I think things are both not as bad as and rather worse than the more agitated among us do. I don’t think, for instance, that the Iraq war has undone us as a nation, allowed the Bush administration to “shred the Constitution,” etc. Nor do I think Islamic terrorism is a threat to our existence. I don’t mean to minimize the effect of these things on the people who are close to them, or to deny that presidents have made any difference at all, for good and ill.
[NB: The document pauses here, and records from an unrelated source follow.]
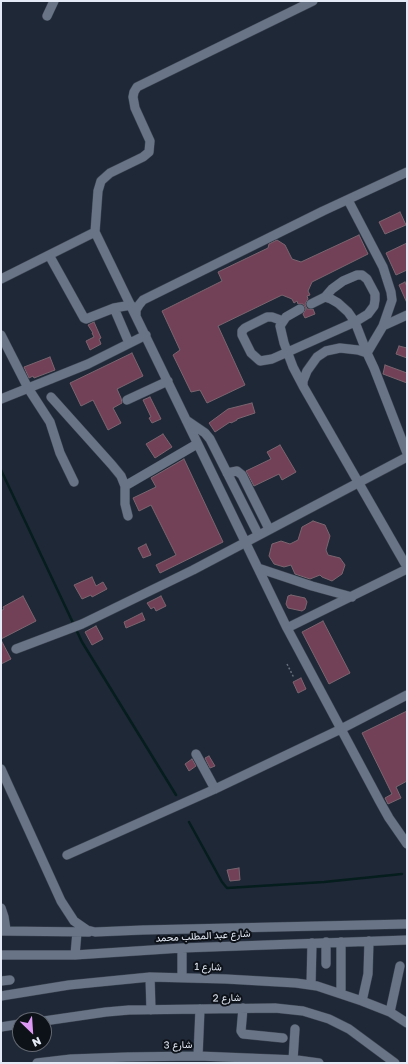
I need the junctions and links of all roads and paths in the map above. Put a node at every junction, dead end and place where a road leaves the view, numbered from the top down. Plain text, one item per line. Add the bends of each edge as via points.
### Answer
1 (54, 1) edge
2 (313, 1) edge
3 (47, 16) dead end
4 (407, 172) edge
5 (348, 200) junction
6 (95, 232) junction
7 (49, 255) junction
8 (1, 279) edge
9 (126, 296) junction
10 (325, 297) junction
11 (143, 300) junction
12 (311, 304) dead end
13 (131, 305) junction
14 (114, 308) junction
15 (300, 309) dead end
16 (136, 315) junction
17 (407, 315) edge
18 (282, 321) junction
19 (355, 322) junction
20 (383, 326) junction
21 (1, 335) edge
22 (146, 335) junction
23 (130, 343) junction
24 (288, 353) junction
25 (367, 353) junction
26 (168, 381) junction
27 (303, 386) junction
28 (28, 388) junction
29 (51, 397) dead end
30 (1, 399) edge
31 (127, 400) dead end
32 (185, 419) junction
33 (197, 444) junction
34 (407, 453) edge
35 (407, 457) edge
36 (226, 473) junction
37 (74, 482) dead end
38 (358, 483) junction
39 (125, 486) junction
40 (128, 516) dead end
41 (269, 529) junction
42 (258, 534) junction
43 (246, 543) junction
44 (258, 568) junction
45 (407, 568) edge
46 (352, 597) junction
47 (287, 628) junction
48 (16, 649) dead end
49 (287, 664) dead end
50 (294, 678) dead end
51 (407, 695) edge
52 (341, 729) junction
53 (196, 754) dead end
54 (1, 769) edge
55 (215, 788) junction
56 (407, 844) edge
57 (68, 854) dead end
58 (1, 908) edge
59 (407, 924) edge
60 (4, 930) edge
61 (77, 932) junction
62 (95, 932) junction
63 (407, 940) edge
64 (370, 941) junction
65 (326, 942) junction
66 (341, 942) junction
67 (312, 943) junction
68 (182, 948) junction
69 (1, 955) edge
70 (75, 955) junction
71 (326, 964) dead end
72 (400, 966) dead end
73 (150, 977) junction
74 (182, 977) junction
75 (311, 985) junction
76 (341, 994) junction
77 (1, 996) edge
78 (362, 1001) junction
79 (243, 1008) junction
80 (200, 1009) junction
81 (151, 1010) junction
82 (390, 1012) junction
83 (52, 1020) edge
84 (407, 1023) edge
85 (12, 1025) edge
86 (1, 1027) edge
87 (295, 1029) dead end
88 (283, 1038) dead end
89 (198, 1056) junction
90 (293, 1060) junction
91 (52, 1062) edge
92 (37, 1063) edge
93 (319, 1063) edge
94 (395, 1063) edge

1 - 3 street
2 - 6 street via 137,87 133,97 135,108 150,141 149,152 101,180
4 - 5 street
5 - 11 street
5 - 20 street via 383,267 391,292 391,304
6 - 7 street
6 - 9 street
7 - 8 street
7 - 14 street via 84,318
9 - 11 street
9 - 13 street
10 - 12 street
10 - 19 street via 338,303
10 - 19 street via 343,281 357,275 367,279 376,300 368,314
11 - 16 street via 136,310
13 - 14 street
13 - 16 street
14 - 23 street
15 - 18 street
16 - 22 street
17 - 20 street
18 - 24 street via 280,331
18 - 24 street via 267,317 245,328 242,335 251,353 260,361
19 - 24 street
19 - 25 street
20 - 25 street
21 - 28 street
22 - 23 street
22 - 26 street
23 - 28 street via 88,364
24 - 27 street
25 - 27 street via 346,348 326,351 312,363 302,381
25 - 34 street
26 - 31 street
26 - 32 street
27 - 38 street
28 - 30 street
28 - 37 street via 50,422 60,453
29 - 39 street via 112,465
32 - 33 street
32 - 36 street via 210,439
33 - 39 street
33 - 43 street
35 - 38 street
36 - 41 street via 237,471 242,475
36 - 42 street
38 - 41 street
38 - 45 street
39 - 40 street
41 - 42 street
42 - 43 street
43 - 44 street
43 - 48 street via 82,624
44 - 46 street
44 - 47 street
45 - 46 street
46 - 47 street
47 - 52 street
49 - 50 path
51 - 52 street
52 - 55 street
52 - 56 street via 380,802
53 - 55 street
54 - 62 street via 65,910 74,921
55 - 57 street
58 - 60 street
59 - 62 street
60 - 61 street
61 - 62 street
61 - 70 street
63 - 64 street, شارع عبد المطلب محمد
64 - 66 street, شارع عبد المطلب محمد
64 - 78 street via 368,974
65 - 66 street, شارع عبد المطلب محمد
65 - 67 street, شارع عبد المطلب محمد
65 - 71 street
66 - 76 street
67 - 68 street, شارع عبد المطلب محمد
67 - 75 street
68 - 70 street, شارع عبد المطلب محمد
68 - 74 street
69 - 70 street, شارع عبد المطلب محمد
72 - 82 street
73 - 74 street, شارع 1
73 - 77 street, شارع 1 via 69,985
73 - 81 street
74 - 75 street, شارع 1
75 - 76 street, شارع 1
76 - 78 street, شارع 1
78 - 82 street, شارع 1
79 - 80 street, شارع 2
79 - 88 street via 243,1034
79 - 94 street, شارع 2 via 286,1009 318,1015 349,1029
80 - 81 street, شارع 2
80 - 89 street
81 - 83 street, شارع 2 via 106,1012
82 - 84 street, شارع 1
85 - 86 street
87 - 90 street
89 - 90 street, شارع 3
89 - 91 street, شارع 3
90 - 93 street, شارع 3
91 - 92 street, شارع 3

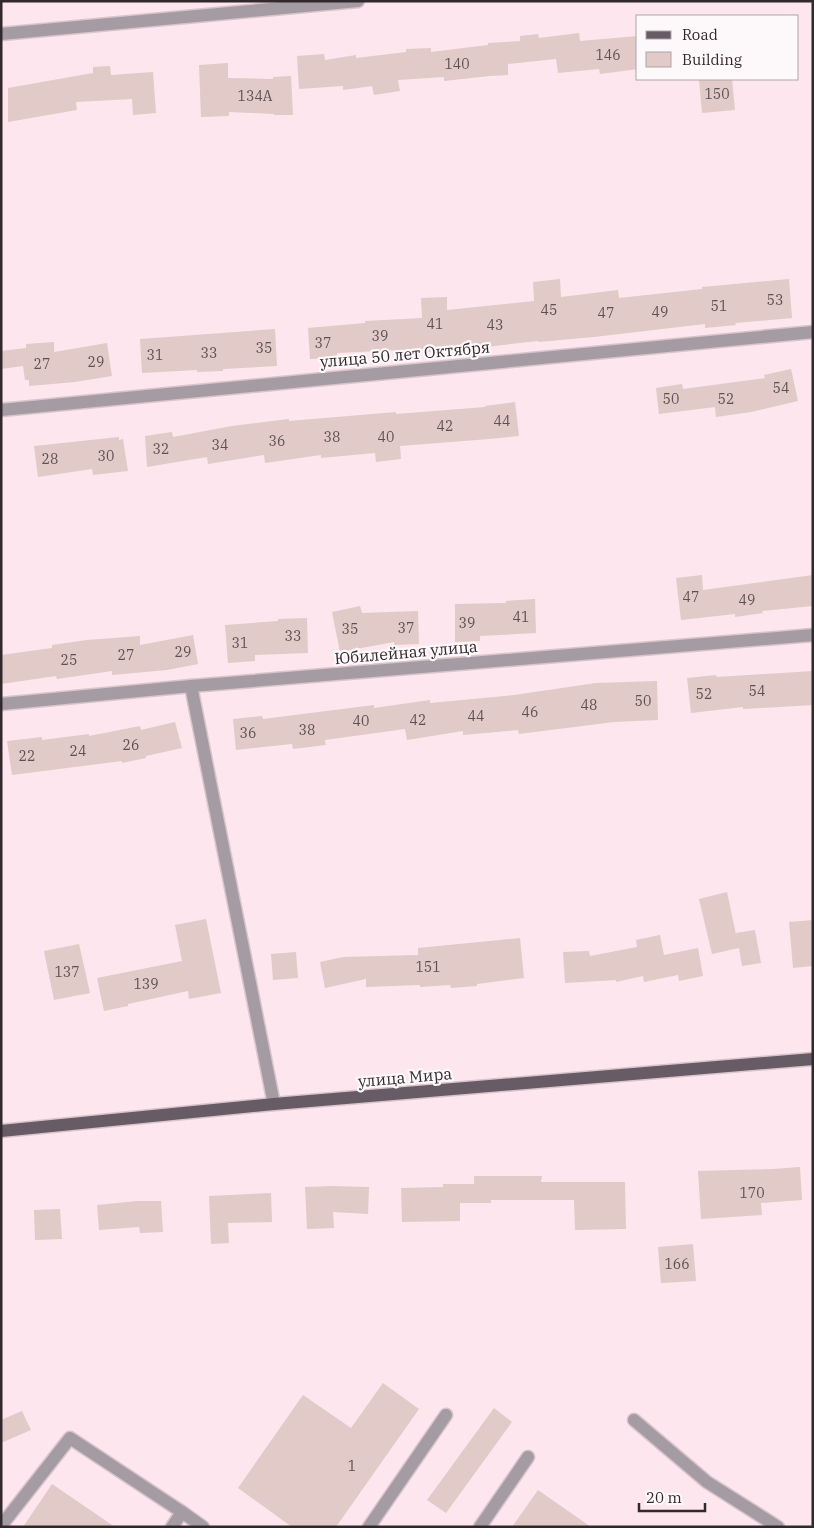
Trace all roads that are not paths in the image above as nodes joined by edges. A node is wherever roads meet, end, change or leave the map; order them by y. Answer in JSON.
{"nodes":[{"id":1,"x":358,"y":1,"type":"edge"},
{"id":2,"x":1,"y":34,"type":"edge"},
{"id":3,"x":813,"y":332,"type":"edge"},
{"id":4,"x":1,"y":410,"type":"edge"},
{"id":5,"x":813,"y":635,"type":"edge"},
{"id":6,"x":191,"y":686,"type":"junction"},
{"id":7,"x":1,"y":704,"type":"edge"},
{"id":8,"x":813,"y":1058,"type":"edge"},
{"id":9,"x":274,"y":1104,"type":"junction"},
{"id":10,"x":1,"y":1131,"type":"edge"},
{"id":11,"x":446,"y":1414,"type":"dead end"},
{"id":12,"x":634,"y":1420,"type":"dead end"},
{"id":13,"x":528,"y":1457,"type":"dead end"},
{"id":14,"x":182,"y":1512,"type":"junction"},
{"id":15,"x":1,"y":1526,"type":"edge"},
{"id":16,"x":172,"y":1527,"type":"edge"},
{"id":17,"x":203,"y":1527,"type":"edge"},
{"id":18,"x":368,"y":1527,"type":"edge"},
{"id":19,"x":480,"y":1527,"type":"edge"},
{"id":20,"x":778,"y":1527,"type":"edge"}],
"edges":[{"from":1,"to":2,"type":"street"},
{"from":3,"to":4,"type":"street","name":"улица 50 лет Октября"},
{"from":5,"to":6,"type":"street","name":"Юбилейная улица"},
{"from":6,"to":7,"type":"street","name":"Юбилейная улица"},
{"from":6,"to":9,"type":"street"},
{"from":8,"to":9,"type":"main road","name":"улица Мира"},
{"from":9,"to":10,"type":"main road","name":"улица Мира"},
{"from":11,"to":18,"type":"street"},
{"from":12,"to":20,"type":"street"},
{"from":13,"to":19,"type":"street"},
{"from":14,"to":15,"type":"street"},
{"from":14,"to":16,"type":"street"},
{"from":14,"to":17,"type":"street"}]}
I’m only saying that for most people most of the time the daily routine of life in the America of today is not dramatically different from daily life in the America of September 10, 2001.

Nor do I mean to minimize the long-term effects of events like 9/11, or of the slow cultural changes of the past thirty-plus years as they have affected, for instance, marriage—because I do believe that things have changed, and are changing, and overall for the worse. But that’s another story. Suffice to say that I think the changes are slow and relatively subtle, that they drive politics more than they are driven by politics, and that—to return to my prediction—they won’t be affected dramatically by whoever wins the next presidential election.

There are two obvious possible calamities that could have truly serious effects on everyone or almost everyone in the country: a terrorist attack using nuclear weapons and a complete financial collapse. (Of course there are others—an asteroid striking the earth, for instance—but those two come first to mind for me.) If either of those happens it will probably be the case that the president and his administration bear some, or perhaps much, responsibility for not having done things that might have prevented it. What I’m saying is that I don’t think any direct positive action by a president is likely to produce effects on that scale. And that a significant part of the emotion we invest in the election is a struggle over symbols and rhetoric.

These thoughts were prompted in part by a review in a recent Atlantic by Ross Douthat of Nixonland, a history of the late ‘60s and early ‘70s (read the review here). I agree with Douthat that those who believe we are now in a major crisis don’t fully appreciate the seriousness of the crisis of the late ‘60s. Let’s not forget that--to pick two examples—cities were burning in the riots of the late ‘60s and the university system was all but paralyzed in the spring of 1970. By the mid-‘70s those shocks had passed and the country had stabilized in a new configuration. And we’re still living in it.